A princípio, é preciso lembrar que a CELAC foi criada em 2010 com o objetivo de fortalecer iniciativas de integração regional na América Latina sem a participação dos Estados Unidos e do Canadá, promovendo a região como um polo político independente e como um dos centros de influência do mundo multipolar em construção.
A ideia era dissociar a América Latina da famigerada Doutrina Monroe, segundo a qual os Estados Unidos indicavam que o continente estava fora do alcance da influência europeia, o que o tornava essencialmente parte integrante de uma incontestável esfera de influência americana. De certo modo, a realização da cúpula CELAC-União Europeia, por sua vez, indica que o Velho Mundo ainda demonstra certo interesse pela América Latina, especialmente em vista do enfraquecimento da presença estadunidense na região em termos de investimento e comércio.
Ademais, além de incentivar o crescimento do comércio regional, o desenvolvimento econômico e a maior cooperação política entre seus membros, a CELAC também visa aumentar os contatos políticos da América Latina e Caribe com outros blocos regionais, como é o caso da União Europeia.

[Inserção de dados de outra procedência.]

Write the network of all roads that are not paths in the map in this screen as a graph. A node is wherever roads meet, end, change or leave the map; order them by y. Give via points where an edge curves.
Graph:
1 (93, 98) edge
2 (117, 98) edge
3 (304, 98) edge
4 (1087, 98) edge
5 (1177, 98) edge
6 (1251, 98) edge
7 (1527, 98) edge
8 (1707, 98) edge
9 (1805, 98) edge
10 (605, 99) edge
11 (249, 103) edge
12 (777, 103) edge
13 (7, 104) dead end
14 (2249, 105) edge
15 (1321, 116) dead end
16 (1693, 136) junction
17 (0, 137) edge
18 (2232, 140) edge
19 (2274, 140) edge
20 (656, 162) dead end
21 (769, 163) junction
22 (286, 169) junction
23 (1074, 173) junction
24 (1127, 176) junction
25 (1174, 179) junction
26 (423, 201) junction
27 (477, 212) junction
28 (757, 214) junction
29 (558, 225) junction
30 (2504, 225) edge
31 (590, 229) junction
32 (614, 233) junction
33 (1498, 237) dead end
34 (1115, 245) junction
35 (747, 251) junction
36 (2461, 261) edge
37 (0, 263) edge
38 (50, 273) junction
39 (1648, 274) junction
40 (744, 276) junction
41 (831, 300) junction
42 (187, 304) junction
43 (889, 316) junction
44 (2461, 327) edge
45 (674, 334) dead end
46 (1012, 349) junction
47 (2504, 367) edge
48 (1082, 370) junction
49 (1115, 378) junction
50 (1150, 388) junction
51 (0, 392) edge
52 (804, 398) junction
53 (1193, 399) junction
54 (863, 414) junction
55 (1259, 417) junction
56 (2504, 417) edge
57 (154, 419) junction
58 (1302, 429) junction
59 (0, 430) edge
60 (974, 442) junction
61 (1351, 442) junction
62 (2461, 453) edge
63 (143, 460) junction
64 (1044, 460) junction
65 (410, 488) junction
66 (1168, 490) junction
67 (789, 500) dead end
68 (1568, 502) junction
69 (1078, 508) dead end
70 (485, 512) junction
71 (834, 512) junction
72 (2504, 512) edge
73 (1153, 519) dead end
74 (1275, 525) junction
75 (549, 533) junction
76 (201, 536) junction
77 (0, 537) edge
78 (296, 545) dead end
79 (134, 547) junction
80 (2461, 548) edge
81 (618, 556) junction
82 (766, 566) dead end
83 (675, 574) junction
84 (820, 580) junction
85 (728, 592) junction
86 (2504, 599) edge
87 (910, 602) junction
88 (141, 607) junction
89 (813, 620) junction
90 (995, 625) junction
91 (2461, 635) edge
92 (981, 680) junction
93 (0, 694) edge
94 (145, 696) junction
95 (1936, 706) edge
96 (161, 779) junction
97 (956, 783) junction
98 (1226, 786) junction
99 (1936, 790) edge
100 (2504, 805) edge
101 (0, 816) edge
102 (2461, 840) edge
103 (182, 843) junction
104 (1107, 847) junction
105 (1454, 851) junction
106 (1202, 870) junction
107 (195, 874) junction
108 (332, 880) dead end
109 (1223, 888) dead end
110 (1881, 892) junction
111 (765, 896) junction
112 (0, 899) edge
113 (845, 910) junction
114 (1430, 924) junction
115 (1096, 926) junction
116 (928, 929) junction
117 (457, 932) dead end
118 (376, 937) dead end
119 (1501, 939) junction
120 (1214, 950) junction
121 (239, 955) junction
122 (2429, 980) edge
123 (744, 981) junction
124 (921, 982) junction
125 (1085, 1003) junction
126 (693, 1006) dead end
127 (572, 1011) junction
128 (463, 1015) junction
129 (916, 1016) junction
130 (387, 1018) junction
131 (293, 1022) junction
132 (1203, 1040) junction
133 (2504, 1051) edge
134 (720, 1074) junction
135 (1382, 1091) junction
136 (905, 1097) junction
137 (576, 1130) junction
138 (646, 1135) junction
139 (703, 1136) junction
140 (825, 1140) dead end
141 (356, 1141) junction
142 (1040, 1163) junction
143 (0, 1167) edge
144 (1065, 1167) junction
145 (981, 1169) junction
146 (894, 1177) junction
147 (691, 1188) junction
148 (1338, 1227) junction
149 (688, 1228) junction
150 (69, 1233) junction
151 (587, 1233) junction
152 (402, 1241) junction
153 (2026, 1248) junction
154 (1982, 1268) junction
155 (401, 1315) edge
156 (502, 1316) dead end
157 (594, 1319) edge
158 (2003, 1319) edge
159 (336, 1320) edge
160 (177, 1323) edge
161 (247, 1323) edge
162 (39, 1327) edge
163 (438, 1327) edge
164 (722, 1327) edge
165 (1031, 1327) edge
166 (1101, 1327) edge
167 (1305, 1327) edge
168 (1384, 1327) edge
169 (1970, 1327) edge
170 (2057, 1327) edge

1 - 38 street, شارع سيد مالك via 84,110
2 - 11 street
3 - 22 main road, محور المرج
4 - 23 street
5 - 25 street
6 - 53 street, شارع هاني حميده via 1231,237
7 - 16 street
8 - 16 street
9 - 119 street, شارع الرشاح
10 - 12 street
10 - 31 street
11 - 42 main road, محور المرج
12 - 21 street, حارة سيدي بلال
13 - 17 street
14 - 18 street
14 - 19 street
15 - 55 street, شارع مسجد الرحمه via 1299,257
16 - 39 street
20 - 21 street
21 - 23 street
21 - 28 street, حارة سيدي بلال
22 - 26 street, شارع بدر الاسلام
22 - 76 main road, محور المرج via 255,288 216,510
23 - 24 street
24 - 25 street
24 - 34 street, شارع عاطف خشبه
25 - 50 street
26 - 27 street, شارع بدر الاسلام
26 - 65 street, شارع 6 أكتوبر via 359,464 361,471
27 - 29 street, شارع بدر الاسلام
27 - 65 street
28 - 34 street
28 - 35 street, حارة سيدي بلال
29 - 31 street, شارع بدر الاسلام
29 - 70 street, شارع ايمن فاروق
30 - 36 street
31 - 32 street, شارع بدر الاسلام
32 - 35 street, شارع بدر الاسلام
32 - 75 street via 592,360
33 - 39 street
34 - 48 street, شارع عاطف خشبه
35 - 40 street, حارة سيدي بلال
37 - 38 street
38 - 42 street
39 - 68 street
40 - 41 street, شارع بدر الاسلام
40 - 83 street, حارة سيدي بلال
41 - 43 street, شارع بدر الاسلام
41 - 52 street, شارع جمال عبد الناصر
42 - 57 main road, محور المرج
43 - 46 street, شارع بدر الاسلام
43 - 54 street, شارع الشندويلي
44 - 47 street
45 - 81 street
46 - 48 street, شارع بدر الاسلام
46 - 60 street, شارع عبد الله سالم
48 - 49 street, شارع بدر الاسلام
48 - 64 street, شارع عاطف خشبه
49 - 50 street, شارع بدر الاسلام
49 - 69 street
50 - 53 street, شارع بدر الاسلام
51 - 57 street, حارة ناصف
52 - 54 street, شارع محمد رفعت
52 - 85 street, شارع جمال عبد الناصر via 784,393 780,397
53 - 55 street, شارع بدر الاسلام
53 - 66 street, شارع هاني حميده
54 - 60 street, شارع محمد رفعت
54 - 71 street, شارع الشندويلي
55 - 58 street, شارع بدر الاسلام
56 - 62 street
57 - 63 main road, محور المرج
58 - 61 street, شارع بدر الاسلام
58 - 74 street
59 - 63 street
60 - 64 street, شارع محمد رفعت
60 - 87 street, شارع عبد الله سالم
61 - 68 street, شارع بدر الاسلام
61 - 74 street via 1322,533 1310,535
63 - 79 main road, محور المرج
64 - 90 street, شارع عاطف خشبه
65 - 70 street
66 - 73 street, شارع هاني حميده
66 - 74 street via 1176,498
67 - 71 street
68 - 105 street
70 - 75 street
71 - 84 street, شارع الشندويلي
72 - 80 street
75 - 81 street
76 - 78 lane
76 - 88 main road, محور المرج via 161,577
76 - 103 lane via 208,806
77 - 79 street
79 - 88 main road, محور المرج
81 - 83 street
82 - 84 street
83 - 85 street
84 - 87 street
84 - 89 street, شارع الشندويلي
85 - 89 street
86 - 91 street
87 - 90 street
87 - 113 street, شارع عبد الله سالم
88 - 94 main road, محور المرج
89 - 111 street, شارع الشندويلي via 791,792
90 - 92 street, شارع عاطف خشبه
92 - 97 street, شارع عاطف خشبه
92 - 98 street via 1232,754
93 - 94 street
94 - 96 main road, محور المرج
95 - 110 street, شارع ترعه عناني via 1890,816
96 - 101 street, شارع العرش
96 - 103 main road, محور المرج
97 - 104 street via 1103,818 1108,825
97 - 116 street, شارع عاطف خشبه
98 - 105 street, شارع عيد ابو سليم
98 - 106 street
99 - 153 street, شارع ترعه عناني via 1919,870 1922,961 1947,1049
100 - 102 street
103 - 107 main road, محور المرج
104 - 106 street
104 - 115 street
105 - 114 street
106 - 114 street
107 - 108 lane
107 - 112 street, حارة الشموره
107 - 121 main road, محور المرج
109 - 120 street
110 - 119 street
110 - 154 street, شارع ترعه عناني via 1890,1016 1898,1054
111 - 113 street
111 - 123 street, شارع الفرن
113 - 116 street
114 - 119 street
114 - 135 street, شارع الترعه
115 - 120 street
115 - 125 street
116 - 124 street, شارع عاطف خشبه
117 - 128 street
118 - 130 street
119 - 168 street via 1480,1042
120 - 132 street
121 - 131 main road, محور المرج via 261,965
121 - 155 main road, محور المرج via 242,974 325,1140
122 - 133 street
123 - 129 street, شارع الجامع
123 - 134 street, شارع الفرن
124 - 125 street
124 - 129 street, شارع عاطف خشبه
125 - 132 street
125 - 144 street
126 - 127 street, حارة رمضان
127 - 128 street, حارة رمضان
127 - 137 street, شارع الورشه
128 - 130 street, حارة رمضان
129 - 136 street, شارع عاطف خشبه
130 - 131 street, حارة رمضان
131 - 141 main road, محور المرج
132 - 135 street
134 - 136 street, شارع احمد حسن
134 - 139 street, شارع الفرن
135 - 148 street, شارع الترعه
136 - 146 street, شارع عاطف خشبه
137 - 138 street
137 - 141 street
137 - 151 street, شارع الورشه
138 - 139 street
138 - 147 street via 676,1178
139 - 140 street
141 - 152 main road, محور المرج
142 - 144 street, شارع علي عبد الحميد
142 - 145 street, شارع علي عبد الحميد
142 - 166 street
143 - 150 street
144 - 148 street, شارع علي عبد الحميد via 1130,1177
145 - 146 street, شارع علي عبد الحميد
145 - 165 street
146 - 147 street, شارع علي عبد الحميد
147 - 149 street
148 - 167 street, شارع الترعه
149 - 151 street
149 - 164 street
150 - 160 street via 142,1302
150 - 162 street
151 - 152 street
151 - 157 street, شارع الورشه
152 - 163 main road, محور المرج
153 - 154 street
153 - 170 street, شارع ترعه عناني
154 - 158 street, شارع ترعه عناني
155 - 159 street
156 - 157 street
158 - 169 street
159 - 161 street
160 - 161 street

Diante desse contexto, no dia 17, por exemplo, Ursula von der Leyen prometeu à delegação latino-americana que a União Europeia pretende investir cerca de 45 bilhões de euros na região até 2027, enfatizando segmentos como energia limpa e matérias-primas. Há interesse também por parte dos europeus em minerais considerados estratégicos como é o caso do lítio na Argentina e no Chile, e ambos os países estão nos planos para o recebimento de financiamento nesse setor.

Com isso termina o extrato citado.